Wherever the string "Left" turns up in the data, copy the whole line.

*** Opening of Given records ***

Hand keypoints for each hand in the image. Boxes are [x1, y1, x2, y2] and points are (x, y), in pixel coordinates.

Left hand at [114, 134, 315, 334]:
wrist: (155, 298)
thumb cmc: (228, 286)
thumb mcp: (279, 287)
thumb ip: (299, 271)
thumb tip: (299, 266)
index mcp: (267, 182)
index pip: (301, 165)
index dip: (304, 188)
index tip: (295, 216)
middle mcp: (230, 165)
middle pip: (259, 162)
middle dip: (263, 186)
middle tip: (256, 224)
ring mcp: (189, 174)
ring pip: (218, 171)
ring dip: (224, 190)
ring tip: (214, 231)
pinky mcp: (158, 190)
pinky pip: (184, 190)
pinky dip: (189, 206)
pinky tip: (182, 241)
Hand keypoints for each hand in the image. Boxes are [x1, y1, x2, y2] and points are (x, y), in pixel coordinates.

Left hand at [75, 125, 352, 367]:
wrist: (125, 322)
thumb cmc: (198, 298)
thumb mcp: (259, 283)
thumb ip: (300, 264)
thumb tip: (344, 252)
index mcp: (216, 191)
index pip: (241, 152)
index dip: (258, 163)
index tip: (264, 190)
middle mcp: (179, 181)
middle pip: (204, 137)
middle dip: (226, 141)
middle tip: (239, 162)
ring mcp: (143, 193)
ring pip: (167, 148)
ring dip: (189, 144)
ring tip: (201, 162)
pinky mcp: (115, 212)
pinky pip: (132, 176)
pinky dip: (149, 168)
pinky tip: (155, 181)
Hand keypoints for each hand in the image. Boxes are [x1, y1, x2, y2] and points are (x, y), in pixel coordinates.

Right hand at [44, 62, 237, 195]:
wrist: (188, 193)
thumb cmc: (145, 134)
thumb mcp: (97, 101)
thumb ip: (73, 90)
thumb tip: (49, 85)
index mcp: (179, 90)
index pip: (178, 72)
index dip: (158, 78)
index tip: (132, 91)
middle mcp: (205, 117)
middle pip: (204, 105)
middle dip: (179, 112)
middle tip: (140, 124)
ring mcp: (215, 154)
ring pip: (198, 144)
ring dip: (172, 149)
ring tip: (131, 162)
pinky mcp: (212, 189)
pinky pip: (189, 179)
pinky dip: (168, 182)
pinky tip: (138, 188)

*** Close of Given records ***
*** Opening of Given records ***

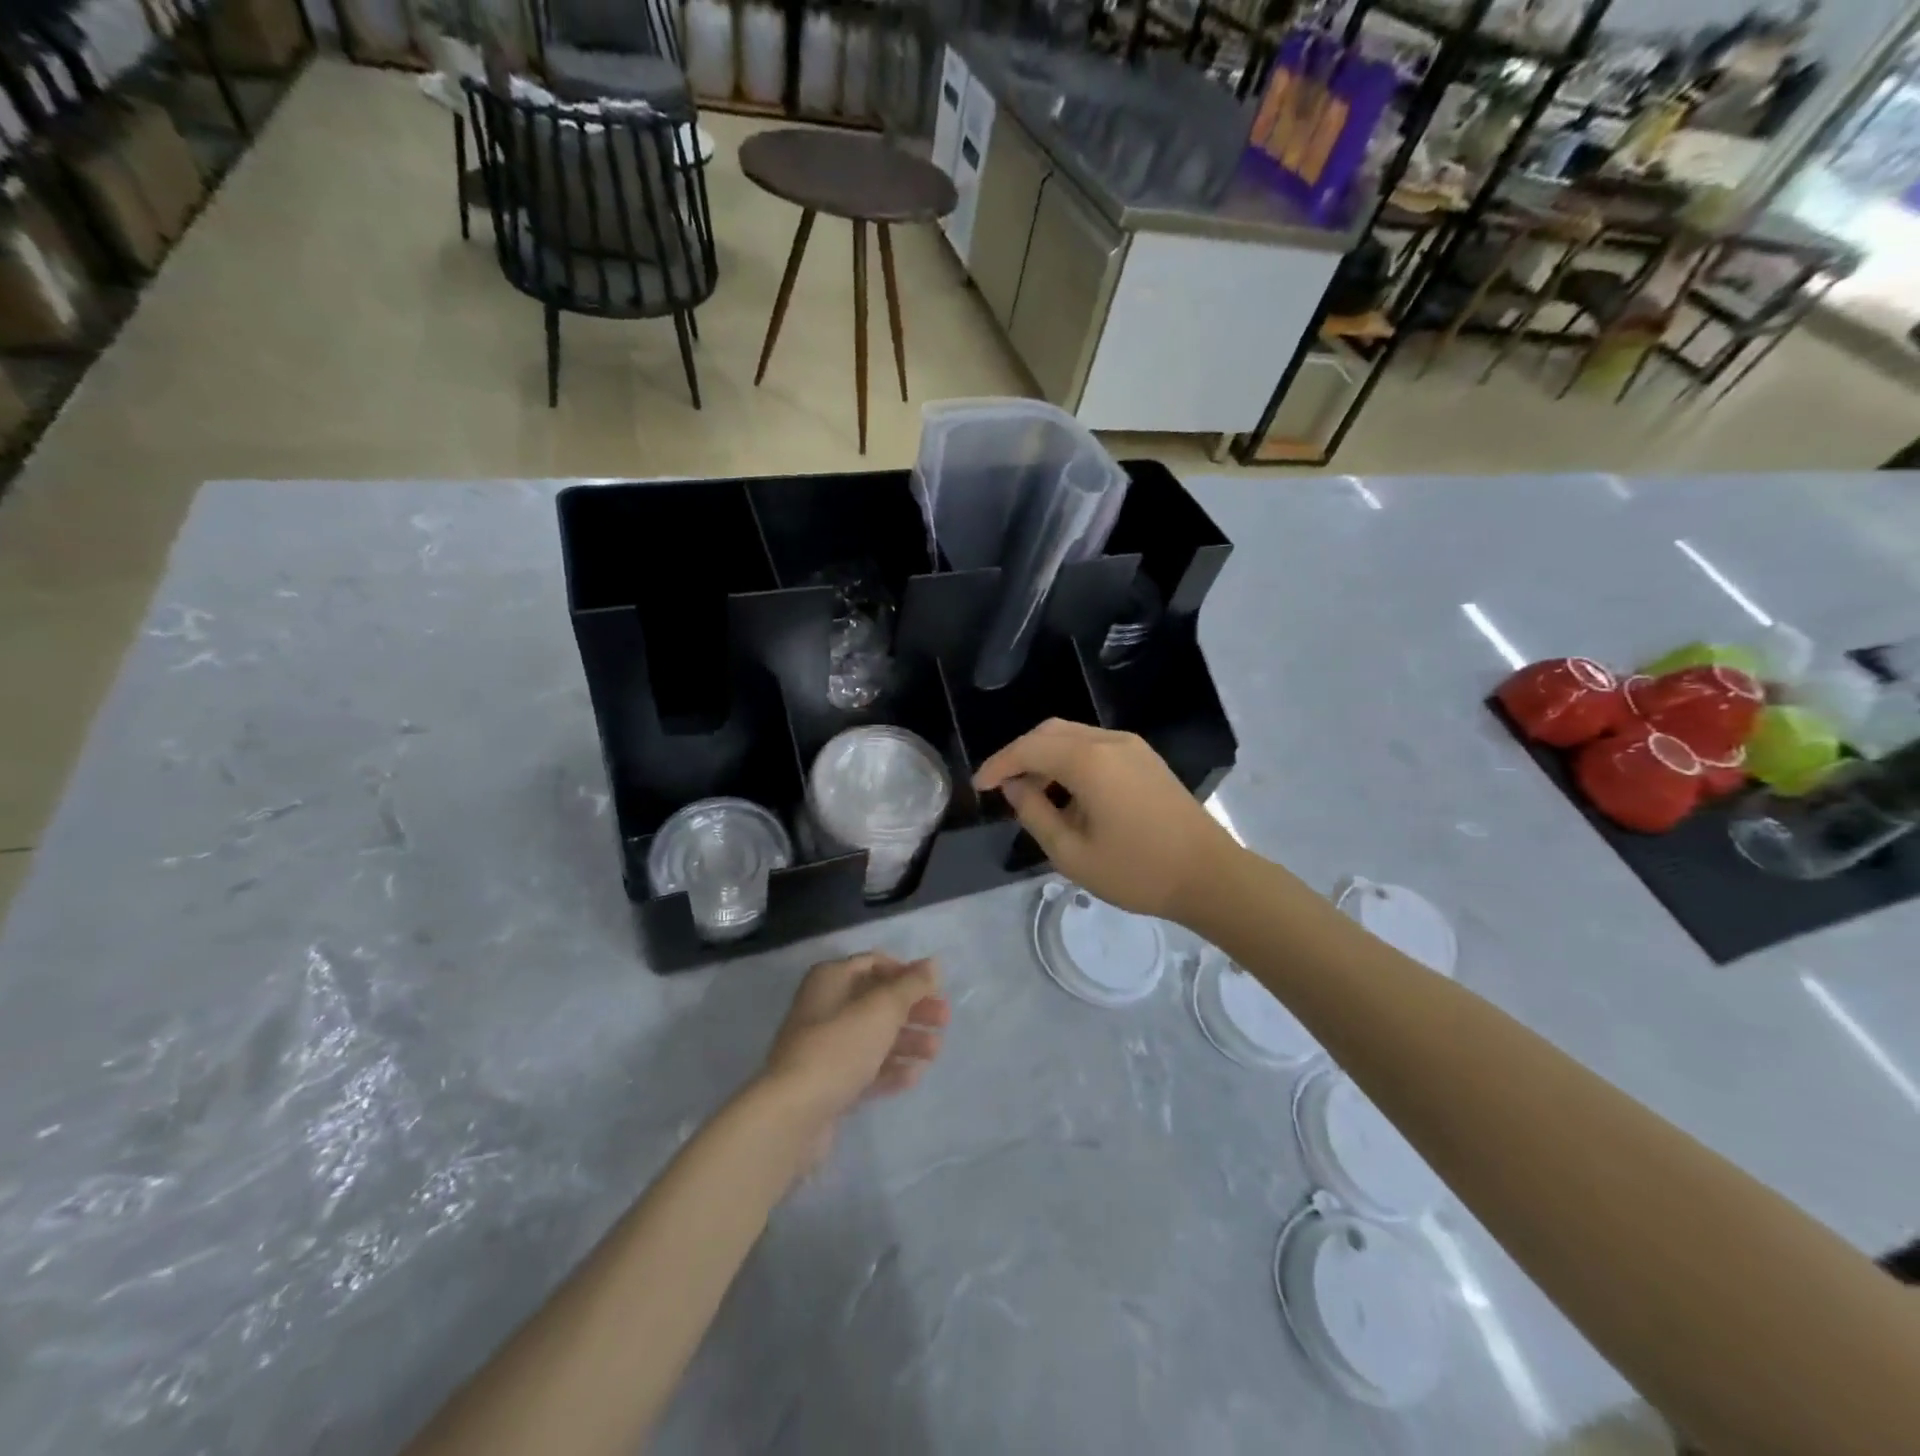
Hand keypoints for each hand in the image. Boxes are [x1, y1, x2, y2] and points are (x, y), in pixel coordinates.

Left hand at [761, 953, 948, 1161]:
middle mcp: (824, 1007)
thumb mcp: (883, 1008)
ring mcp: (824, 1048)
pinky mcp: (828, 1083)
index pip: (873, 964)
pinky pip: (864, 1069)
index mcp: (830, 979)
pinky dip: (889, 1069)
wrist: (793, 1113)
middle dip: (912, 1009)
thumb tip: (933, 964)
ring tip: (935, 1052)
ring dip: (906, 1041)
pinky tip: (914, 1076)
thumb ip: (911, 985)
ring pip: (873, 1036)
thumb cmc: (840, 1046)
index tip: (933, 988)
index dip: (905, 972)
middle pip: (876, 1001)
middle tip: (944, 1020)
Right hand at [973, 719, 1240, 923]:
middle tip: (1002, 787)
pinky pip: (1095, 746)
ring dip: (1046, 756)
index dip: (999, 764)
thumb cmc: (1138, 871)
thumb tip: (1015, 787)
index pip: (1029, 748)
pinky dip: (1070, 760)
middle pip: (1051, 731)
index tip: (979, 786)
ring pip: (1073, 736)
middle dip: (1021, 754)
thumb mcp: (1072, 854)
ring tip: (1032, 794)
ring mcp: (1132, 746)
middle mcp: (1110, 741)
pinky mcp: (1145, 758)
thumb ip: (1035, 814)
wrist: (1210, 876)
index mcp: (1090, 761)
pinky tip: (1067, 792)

*** Close of Given records ***

* _Answer to this problem_:
Left hand at [114, 134, 315, 334]:
Left hand at [75, 125, 352, 367]:
Left hand at [761, 953, 948, 1161]:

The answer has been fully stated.